YOUR INSTRUCTIONS: Search the entries for lines that contain the word "Carlos", and report each one found.

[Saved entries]
=== Begin Enclosure ===

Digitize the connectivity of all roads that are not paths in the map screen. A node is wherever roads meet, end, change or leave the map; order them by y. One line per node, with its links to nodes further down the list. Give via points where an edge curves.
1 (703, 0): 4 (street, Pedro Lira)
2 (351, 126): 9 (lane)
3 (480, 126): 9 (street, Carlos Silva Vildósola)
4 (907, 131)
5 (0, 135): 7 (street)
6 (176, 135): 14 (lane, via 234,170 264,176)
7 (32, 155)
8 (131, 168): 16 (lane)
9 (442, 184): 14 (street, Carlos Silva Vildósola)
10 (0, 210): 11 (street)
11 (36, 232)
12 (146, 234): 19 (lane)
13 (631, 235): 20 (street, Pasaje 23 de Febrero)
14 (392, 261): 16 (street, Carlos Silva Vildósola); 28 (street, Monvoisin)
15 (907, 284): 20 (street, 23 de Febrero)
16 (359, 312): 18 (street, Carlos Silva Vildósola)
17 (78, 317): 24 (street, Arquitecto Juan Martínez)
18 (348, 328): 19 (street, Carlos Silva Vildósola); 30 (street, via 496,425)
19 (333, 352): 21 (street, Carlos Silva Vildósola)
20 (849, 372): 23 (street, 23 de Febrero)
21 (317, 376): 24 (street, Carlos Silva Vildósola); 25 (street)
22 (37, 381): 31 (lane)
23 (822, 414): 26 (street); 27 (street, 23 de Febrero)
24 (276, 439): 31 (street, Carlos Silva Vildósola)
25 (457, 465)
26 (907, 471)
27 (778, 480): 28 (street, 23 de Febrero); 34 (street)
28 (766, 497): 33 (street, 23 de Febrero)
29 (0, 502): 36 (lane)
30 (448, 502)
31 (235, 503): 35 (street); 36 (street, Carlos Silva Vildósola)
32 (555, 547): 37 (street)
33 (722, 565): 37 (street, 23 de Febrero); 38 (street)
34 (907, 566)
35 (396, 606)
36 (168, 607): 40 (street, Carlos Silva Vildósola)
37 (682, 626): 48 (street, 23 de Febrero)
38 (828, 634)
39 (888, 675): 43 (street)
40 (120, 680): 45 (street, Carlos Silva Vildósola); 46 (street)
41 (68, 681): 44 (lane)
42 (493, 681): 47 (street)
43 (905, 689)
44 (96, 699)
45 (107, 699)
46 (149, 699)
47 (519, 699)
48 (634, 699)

=== End Enclosure ===

ANSWER TO THIS TASK:
3 (480, 126): 9 (street, Carlos Silva Vildósola)
9 (442, 184): 14 (street, Carlos Silva Vildósola)
14 (392, 261): 16 (street, Carlos Silva Vildósola); 28 (street, Monvoisin)
16 (359, 312): 18 (street, Carlos Silva Vildósola)
18 (348, 328): 19 (street, Carlos Silva Vildósola); 30 (street, via 496,425)
19 (333, 352): 21 (street, Carlos Silva Vildósola)
21 (317, 376): 24 (street, Carlos Silva Vildósola); 25 (street)
24 (276, 439): 31 (street, Carlos Silva Vildósola)
31 (235, 503): 35 (street); 36 (street, Carlos Silva Vildósola)
36 (168, 607): 40 (street, Carlos Silva Vildósola)
40 (120, 680): 45 (street, Carlos Silva Vildósola); 46 (street)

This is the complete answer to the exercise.